[PROVIDED DATA Boundary: Start]
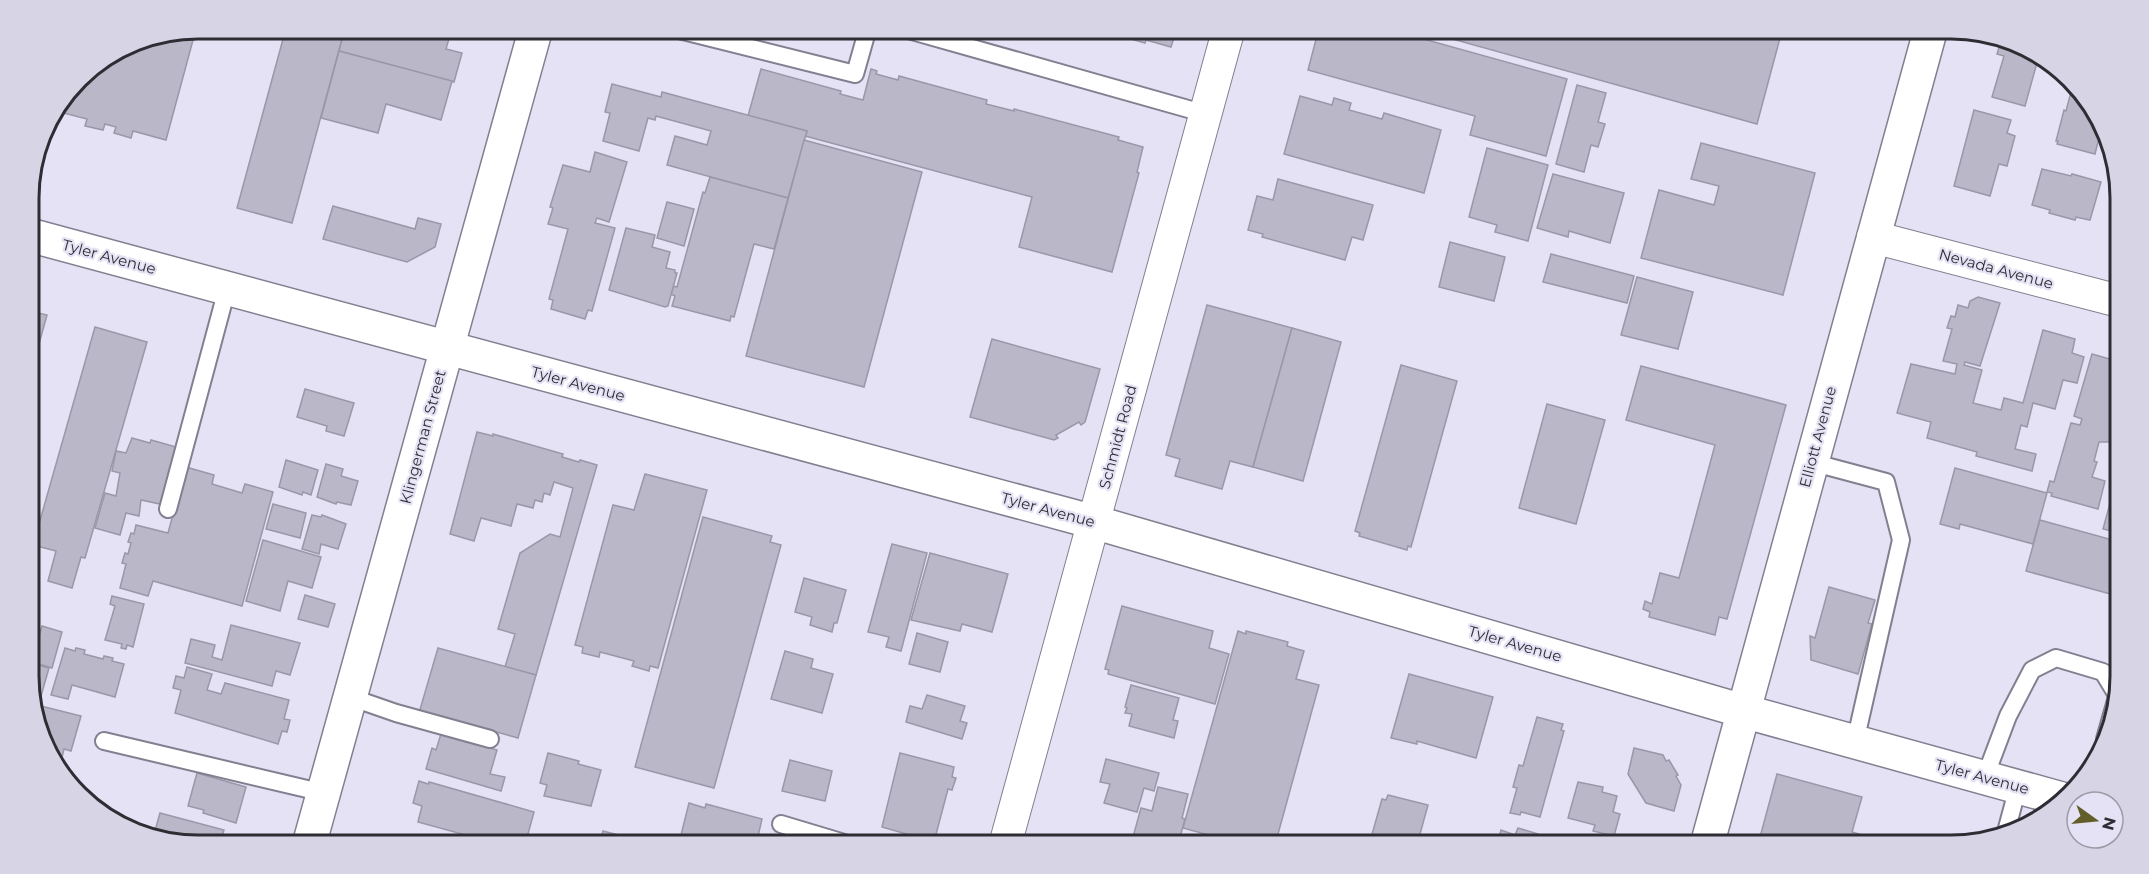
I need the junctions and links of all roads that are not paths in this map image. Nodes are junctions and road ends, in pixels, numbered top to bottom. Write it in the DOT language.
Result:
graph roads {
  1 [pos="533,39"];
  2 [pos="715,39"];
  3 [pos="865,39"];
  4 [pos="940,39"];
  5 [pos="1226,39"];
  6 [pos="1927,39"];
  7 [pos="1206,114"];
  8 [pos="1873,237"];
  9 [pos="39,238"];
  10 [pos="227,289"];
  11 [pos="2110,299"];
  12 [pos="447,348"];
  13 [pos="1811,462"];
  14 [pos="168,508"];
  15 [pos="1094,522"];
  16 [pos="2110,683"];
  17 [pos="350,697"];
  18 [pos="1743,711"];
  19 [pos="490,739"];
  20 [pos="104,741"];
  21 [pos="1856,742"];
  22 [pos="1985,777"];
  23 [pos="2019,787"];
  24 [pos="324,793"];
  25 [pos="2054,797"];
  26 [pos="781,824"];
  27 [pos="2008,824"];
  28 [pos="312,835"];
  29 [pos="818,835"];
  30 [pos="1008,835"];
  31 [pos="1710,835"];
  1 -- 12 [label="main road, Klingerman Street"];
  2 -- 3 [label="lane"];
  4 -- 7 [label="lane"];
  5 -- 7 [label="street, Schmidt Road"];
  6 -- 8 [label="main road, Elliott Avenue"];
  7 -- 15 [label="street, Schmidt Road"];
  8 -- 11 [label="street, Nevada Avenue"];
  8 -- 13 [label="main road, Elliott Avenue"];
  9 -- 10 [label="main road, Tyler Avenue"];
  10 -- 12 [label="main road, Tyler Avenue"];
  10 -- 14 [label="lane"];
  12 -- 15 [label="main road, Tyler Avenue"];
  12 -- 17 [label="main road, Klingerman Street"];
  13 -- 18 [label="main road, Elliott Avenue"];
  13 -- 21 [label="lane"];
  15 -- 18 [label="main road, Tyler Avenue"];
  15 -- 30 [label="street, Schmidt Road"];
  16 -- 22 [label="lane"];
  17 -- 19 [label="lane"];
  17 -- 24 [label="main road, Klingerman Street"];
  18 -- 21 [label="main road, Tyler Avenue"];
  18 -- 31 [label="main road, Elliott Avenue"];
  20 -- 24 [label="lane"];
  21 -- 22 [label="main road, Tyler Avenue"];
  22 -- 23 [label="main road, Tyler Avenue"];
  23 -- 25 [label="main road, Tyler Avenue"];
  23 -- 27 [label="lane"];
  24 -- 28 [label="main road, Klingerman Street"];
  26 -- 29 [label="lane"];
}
[PROVIDED DATA Boundary: End]
[PROVIDED DATA Boundary: Start]
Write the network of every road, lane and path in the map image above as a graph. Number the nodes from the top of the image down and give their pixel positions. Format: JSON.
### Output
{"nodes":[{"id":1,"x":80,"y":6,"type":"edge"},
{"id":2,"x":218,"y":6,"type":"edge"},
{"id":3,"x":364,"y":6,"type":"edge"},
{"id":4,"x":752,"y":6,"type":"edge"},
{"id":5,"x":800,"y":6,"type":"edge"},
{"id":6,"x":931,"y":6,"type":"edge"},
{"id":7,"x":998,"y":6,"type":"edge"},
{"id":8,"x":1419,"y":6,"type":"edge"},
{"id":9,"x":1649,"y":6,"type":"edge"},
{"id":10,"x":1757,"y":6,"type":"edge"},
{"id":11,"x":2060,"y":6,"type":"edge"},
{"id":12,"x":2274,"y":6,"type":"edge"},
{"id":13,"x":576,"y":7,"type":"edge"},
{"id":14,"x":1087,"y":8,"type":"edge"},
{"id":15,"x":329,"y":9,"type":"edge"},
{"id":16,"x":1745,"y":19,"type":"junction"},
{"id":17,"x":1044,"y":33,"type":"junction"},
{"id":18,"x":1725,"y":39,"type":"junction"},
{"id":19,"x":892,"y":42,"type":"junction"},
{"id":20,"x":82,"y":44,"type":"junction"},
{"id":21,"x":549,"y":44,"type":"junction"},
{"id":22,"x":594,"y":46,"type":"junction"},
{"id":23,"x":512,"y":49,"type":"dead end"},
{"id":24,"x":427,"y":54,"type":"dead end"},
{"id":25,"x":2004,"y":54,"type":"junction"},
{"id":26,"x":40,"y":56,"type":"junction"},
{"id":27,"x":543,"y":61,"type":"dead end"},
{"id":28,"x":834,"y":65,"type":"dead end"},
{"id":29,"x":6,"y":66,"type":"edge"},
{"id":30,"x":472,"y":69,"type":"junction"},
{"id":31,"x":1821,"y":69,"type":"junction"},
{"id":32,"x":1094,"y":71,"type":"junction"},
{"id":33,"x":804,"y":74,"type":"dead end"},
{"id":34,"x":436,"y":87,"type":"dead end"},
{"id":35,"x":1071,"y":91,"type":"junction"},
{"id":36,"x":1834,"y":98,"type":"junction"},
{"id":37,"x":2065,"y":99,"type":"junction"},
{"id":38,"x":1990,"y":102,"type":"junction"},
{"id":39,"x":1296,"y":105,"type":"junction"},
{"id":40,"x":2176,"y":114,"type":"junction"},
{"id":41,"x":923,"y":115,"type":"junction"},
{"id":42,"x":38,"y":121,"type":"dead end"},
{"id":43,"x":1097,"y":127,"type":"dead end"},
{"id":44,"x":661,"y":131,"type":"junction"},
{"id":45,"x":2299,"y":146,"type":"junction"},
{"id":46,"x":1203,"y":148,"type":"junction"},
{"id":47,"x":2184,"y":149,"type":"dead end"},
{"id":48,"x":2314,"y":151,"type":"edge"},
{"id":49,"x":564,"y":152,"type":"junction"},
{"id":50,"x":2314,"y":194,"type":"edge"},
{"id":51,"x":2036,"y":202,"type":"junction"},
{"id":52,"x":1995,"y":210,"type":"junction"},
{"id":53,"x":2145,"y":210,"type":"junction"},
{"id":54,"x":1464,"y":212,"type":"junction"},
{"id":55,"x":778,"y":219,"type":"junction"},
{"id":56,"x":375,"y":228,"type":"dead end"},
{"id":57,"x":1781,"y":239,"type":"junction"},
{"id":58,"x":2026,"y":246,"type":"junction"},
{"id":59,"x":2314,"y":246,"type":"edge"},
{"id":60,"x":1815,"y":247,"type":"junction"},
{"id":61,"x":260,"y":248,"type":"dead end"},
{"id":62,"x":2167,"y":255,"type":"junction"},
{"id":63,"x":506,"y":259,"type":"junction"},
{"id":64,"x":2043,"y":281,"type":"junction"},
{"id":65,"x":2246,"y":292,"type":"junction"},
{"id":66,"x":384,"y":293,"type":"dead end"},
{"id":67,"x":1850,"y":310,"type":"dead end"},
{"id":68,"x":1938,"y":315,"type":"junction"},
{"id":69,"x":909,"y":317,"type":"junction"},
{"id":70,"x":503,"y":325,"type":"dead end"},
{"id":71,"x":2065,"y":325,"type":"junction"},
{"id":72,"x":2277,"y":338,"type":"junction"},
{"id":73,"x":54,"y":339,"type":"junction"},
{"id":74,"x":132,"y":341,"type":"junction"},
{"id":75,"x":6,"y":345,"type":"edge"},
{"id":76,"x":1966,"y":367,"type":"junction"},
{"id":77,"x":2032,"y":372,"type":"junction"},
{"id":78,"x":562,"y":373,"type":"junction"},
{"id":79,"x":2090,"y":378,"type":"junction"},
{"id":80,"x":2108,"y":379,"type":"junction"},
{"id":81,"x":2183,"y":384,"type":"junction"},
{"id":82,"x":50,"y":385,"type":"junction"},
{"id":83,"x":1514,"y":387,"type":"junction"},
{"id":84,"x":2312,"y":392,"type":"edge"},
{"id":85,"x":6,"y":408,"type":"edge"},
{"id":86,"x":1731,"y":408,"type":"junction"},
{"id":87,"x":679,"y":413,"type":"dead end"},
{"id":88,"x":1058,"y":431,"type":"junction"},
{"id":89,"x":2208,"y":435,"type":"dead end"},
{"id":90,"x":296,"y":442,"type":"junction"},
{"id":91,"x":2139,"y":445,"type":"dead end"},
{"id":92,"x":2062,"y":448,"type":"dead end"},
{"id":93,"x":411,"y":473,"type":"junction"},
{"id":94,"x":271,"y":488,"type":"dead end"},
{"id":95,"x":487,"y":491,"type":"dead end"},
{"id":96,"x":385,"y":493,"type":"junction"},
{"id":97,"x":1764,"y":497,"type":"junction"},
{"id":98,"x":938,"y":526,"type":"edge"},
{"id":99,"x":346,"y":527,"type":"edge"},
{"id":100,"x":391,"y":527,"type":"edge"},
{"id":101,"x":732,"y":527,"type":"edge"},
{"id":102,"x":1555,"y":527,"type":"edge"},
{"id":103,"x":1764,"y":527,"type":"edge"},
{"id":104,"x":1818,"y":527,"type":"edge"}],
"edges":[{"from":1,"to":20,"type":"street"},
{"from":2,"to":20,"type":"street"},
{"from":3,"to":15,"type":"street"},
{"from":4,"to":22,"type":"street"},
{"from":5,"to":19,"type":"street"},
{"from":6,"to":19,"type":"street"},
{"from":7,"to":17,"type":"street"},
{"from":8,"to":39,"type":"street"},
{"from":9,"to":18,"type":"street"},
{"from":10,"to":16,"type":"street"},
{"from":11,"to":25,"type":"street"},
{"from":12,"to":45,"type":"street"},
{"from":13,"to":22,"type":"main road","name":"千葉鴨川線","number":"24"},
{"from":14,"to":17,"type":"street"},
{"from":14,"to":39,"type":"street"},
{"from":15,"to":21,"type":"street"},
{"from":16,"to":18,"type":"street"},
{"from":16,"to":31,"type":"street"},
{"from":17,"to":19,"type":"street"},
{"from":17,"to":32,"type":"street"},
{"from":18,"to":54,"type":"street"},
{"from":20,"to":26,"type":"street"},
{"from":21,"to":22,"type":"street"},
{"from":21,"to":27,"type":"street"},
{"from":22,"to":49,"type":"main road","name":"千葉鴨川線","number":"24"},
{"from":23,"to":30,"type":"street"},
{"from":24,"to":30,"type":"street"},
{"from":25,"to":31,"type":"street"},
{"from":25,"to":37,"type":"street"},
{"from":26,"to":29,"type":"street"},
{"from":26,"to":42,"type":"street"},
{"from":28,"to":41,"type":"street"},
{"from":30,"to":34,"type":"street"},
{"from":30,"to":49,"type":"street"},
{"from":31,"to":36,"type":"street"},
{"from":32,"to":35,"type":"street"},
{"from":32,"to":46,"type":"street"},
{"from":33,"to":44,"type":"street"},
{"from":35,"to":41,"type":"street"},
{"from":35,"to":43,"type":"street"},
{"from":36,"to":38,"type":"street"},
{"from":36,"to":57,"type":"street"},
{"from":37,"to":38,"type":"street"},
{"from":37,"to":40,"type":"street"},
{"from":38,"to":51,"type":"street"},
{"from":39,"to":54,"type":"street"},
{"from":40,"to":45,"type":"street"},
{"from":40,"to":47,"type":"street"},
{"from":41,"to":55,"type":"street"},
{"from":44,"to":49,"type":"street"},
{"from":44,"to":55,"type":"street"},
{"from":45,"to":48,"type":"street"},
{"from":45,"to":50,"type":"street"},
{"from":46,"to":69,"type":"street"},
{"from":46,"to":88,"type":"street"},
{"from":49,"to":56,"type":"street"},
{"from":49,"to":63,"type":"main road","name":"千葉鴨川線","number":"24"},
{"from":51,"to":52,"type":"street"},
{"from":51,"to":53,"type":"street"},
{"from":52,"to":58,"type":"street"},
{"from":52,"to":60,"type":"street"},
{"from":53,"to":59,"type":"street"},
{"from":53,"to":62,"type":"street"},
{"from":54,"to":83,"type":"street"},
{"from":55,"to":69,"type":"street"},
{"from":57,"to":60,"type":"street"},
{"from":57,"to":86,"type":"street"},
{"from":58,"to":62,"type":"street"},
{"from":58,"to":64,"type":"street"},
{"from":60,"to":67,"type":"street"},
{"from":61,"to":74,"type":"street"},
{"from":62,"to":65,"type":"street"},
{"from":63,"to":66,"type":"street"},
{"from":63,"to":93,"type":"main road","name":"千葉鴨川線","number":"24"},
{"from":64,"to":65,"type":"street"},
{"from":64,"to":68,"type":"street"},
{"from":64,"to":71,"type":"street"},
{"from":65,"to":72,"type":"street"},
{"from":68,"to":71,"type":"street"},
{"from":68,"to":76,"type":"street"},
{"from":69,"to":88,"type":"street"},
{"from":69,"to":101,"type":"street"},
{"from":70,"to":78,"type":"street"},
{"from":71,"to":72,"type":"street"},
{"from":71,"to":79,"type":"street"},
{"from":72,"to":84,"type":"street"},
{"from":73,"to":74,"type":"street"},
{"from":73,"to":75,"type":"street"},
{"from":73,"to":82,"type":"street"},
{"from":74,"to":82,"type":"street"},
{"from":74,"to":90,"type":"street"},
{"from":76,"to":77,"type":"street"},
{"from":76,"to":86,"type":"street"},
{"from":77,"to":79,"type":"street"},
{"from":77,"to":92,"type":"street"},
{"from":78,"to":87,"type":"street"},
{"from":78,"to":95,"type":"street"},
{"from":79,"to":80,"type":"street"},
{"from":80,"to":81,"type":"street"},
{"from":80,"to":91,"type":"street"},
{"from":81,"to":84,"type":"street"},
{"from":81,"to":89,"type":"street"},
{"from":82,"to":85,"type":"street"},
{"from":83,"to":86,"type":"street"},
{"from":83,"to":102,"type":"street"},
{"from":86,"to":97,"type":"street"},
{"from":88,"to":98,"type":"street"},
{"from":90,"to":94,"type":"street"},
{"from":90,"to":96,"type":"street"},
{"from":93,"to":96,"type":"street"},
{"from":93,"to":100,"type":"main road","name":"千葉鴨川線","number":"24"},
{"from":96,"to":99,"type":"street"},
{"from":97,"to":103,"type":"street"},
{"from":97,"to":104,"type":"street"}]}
[PROVIDED DATA Boundary: End]
WHAT TO PRODUCE =>
Each line above that contains the word "image" should be copied.

RESULT =>
I need the junctions and links of all roads that are not paths in this map image. Nodes are junctions and road ends, in pixels, numbered top to bottom. Write it in the DOT language.
Write the network of every road, lane and path in the map image above as a graph. Number the nodes from the top of the image down and give their pixel positions. Format: JSON.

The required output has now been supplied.